A National Sales Tax?
A new piece today in the Washington Post suggests that Obama administration officials and members of Congress alike are considering the possibility of a VAT, or value-added tax, which would impose a levy on all goods and services in order to cover the nation's gi-fucking-normous budget deficit. Along with raising taxes on the highest earners, the idea of a VAT seems to be gaining traction as something that has worked for 130 other countries worldwide.

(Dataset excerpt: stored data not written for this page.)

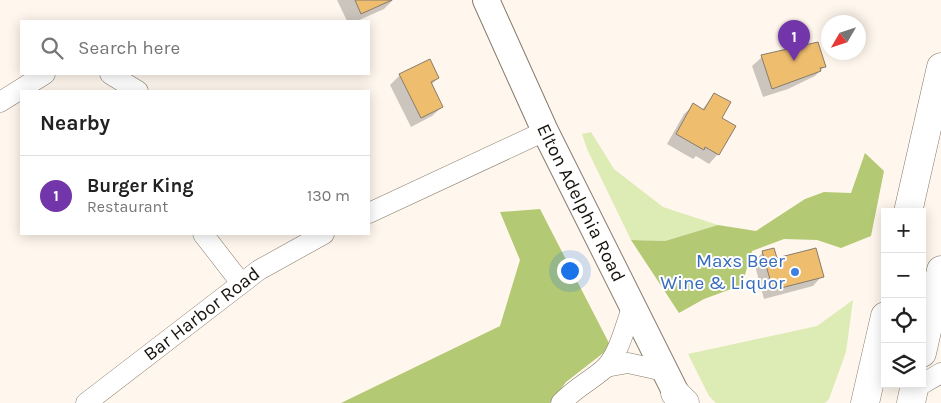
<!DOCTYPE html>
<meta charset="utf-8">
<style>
body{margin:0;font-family:Karla,sans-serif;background:#f6f6f6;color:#222}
.controls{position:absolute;right:15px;bottom:15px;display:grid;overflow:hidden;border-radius:0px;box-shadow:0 2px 12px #0003}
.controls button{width:45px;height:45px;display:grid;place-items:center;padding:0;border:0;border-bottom:1px solid #e0e0e0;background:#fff;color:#222;font:25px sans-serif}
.compass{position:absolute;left:821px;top:15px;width:45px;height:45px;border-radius:50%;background:#fff;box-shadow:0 2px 12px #0003;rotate:231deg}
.you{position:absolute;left:569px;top:270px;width:18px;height:18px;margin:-12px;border:4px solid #fff;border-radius:50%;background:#1a73e8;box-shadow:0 0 0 8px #1a73e833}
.badge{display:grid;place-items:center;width:32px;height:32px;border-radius:50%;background:#7335aa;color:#fff;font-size:16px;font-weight:700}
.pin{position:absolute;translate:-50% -41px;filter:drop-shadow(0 1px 2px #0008)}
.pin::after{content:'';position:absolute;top:26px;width:18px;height:15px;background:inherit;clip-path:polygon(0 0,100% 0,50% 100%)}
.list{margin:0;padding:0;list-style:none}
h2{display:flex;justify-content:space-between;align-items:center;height:65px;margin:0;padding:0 20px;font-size:21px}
h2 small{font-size:16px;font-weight:400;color:#767676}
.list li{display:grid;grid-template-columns:32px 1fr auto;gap:15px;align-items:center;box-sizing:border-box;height:80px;padding:0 20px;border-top:1px solid #e0e0e0}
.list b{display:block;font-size:19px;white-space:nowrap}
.list p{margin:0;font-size:16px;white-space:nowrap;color:#767676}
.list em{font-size:16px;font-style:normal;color:#767676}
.icon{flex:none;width:28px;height:28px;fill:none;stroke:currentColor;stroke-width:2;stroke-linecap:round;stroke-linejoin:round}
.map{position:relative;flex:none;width:941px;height:403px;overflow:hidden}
.search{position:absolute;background:#fff;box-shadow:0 2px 12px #0003;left:20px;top:20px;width:350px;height:55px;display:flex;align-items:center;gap:12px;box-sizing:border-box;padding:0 18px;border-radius:0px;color:#767676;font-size:19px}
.panel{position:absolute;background:#fff;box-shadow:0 2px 12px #0003;left:20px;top:90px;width:350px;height:145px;border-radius:0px}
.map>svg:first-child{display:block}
.green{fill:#ddebb5}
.forest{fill:#b4c974}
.shadow{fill:#0003}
.building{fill:#eebd6e;stroke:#877c6c}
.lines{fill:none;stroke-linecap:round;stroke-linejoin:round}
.minor-casing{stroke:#867b6b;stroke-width:21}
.major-casing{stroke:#867b6b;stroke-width:28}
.highway-casing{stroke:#867b6b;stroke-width:29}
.minor{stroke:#fff;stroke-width:20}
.major{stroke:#fff;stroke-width:26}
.highway{stroke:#fff;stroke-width:28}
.shop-dot{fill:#3f7fe0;stroke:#fff;stroke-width:2}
.labels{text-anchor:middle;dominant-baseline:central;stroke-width:4;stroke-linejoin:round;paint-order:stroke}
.street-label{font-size:19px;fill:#16120c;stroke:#fff}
.shop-label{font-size:19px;fill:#366cbe;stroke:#fff;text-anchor:end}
</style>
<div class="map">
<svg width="941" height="403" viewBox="0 0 941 403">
<rect width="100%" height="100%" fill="#fff7ed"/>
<g class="green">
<path d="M 591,132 L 614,169 L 663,207 L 718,225 L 665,241 L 631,240 L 587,149 L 582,134 Z"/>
<path d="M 853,300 L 846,352 L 829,399 L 825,403 L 716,403 L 709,396 L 688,354 L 817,326 Z"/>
</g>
<g class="forest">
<path d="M 865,153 L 884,171 L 871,236 L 841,248 L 817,240 L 784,239 L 752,251 L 742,285 L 704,299 L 679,313 L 631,240 L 665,241 L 718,225 L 756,231 L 805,199 L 824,192 L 851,193 Z"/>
<path d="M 540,209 L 611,347 L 566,382 L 550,403 L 341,403 L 500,326 L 520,260 L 500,212 Z"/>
</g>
<g class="shadow">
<path d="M 337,0 L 393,0 L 384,9 L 357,21 L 347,21 Z"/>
<path d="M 762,57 L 825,66 L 815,76 L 788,89 L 763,97 L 752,66 Z"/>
<path d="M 400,75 L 438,78 L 431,85 L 442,107 L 432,116 L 411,127 L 390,85 Z"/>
<path d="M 714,94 L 721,118 L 718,154 L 709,164 L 696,156 L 693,159 L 667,144 L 684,114 L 694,105 L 702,110 Z"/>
<path d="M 763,252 L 776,260 L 822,276 L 813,286 L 764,299 L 754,262 Z"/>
</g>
<g class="building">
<path d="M 355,0 L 392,0 L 361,14 Z"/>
<path d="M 818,42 L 826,67 L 820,68 L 821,71 L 772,89 L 761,55 Z"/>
<path d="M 430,59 L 439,78 L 431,82 L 443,107 L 421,118 L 399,74 Z"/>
<path d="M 714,93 L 731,102 L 722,118 L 736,126 L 719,155 L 705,147 L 704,150 L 676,134 L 693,103 L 704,110 Z"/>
<path d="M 774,248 L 777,258 L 816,248 L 824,277 L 773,290 L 762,251 Z"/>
</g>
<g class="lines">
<defs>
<g id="minor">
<path d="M 110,74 L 138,91"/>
<path d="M 0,102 L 45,74"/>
<path d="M 369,213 L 545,131"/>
<path d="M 203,234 L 241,283"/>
<path d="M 606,367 L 628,363 L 664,371"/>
<path d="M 922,384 L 941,373"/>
<path id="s1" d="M 86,403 L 259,270 L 324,234"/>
<path d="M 561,403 C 574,389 590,381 604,369 C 619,355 625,326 632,308"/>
</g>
<g id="major">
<path id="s2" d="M 486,0 L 545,131 L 681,403"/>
</g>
<g id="highway">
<path d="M 908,212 L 941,67"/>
<path d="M 922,353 L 941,270"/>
<path d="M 675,393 L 685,403"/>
<path d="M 865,403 L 885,316"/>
<path d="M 911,403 L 915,384"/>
</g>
</defs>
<use href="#minor" class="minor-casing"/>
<use href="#major" class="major-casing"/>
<use href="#highway" class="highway-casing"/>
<use href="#minor" class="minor"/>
<use href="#major" class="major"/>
<use href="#highway" class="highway"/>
</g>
<circle class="shop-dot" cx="795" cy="272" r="5"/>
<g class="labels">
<g class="street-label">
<text stroke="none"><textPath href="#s2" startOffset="224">Elton Adelphia Road</textPath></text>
<text stroke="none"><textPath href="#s1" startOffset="146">Bar Harbor Road</textPath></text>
</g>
<g class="shop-label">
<text x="785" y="261">Maxs Beer<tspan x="785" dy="22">Wine &amp; Liquor</tspan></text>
</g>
</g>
</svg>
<div class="controls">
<button>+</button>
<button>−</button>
<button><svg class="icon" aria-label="locate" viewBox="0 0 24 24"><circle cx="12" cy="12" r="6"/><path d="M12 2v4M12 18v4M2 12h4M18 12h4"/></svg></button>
<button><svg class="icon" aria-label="layers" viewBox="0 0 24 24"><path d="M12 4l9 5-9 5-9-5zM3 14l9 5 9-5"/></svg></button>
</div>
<svg class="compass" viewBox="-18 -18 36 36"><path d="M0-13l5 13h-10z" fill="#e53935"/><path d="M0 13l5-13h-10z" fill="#767676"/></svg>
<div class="you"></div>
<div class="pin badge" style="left:794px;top:61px">1</div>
<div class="search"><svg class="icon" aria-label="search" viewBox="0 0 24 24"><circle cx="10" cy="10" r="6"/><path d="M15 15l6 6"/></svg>Search here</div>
<section class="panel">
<h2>Nearby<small></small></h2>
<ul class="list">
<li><span class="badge">1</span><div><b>Burger King</b><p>Restaurant</p></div><em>130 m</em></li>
</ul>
</section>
</div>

Both Ezekiel Emanuel (Rahm's brother), who's serving as a health care advisor to the President, and former Fed chair Paul Volcker who's serving as a tax advisor, have allegedly expressed interest in such a tax -- which would add a surcharge onto everything from a pack of gum to a haircut. Some see the tax as one of the only ways out of the hole we're in while also funding Obama's trillion-dollar expansion of health care coverage. Crazy, you say? This tax-despising nation would never stand for it and it unfairly impacts the poor?
To quote the post:
The surge of interest in a VAT is testament to the extraordinary depth of the nation's money troubles. While some conservatives have long argued that a consumption tax would provide a simpler and more efficient alternative to the byzantine U.S. income tax code, this time it's all about the money.
The trouble is, those 130 countries that have a VAT probably don't also have state-by-state sales taxes which in some cases (like California) are 9%. A couple percentage points in states that have no sales tax, or where the tax is 4% wouldn't hurt that much, but what about here?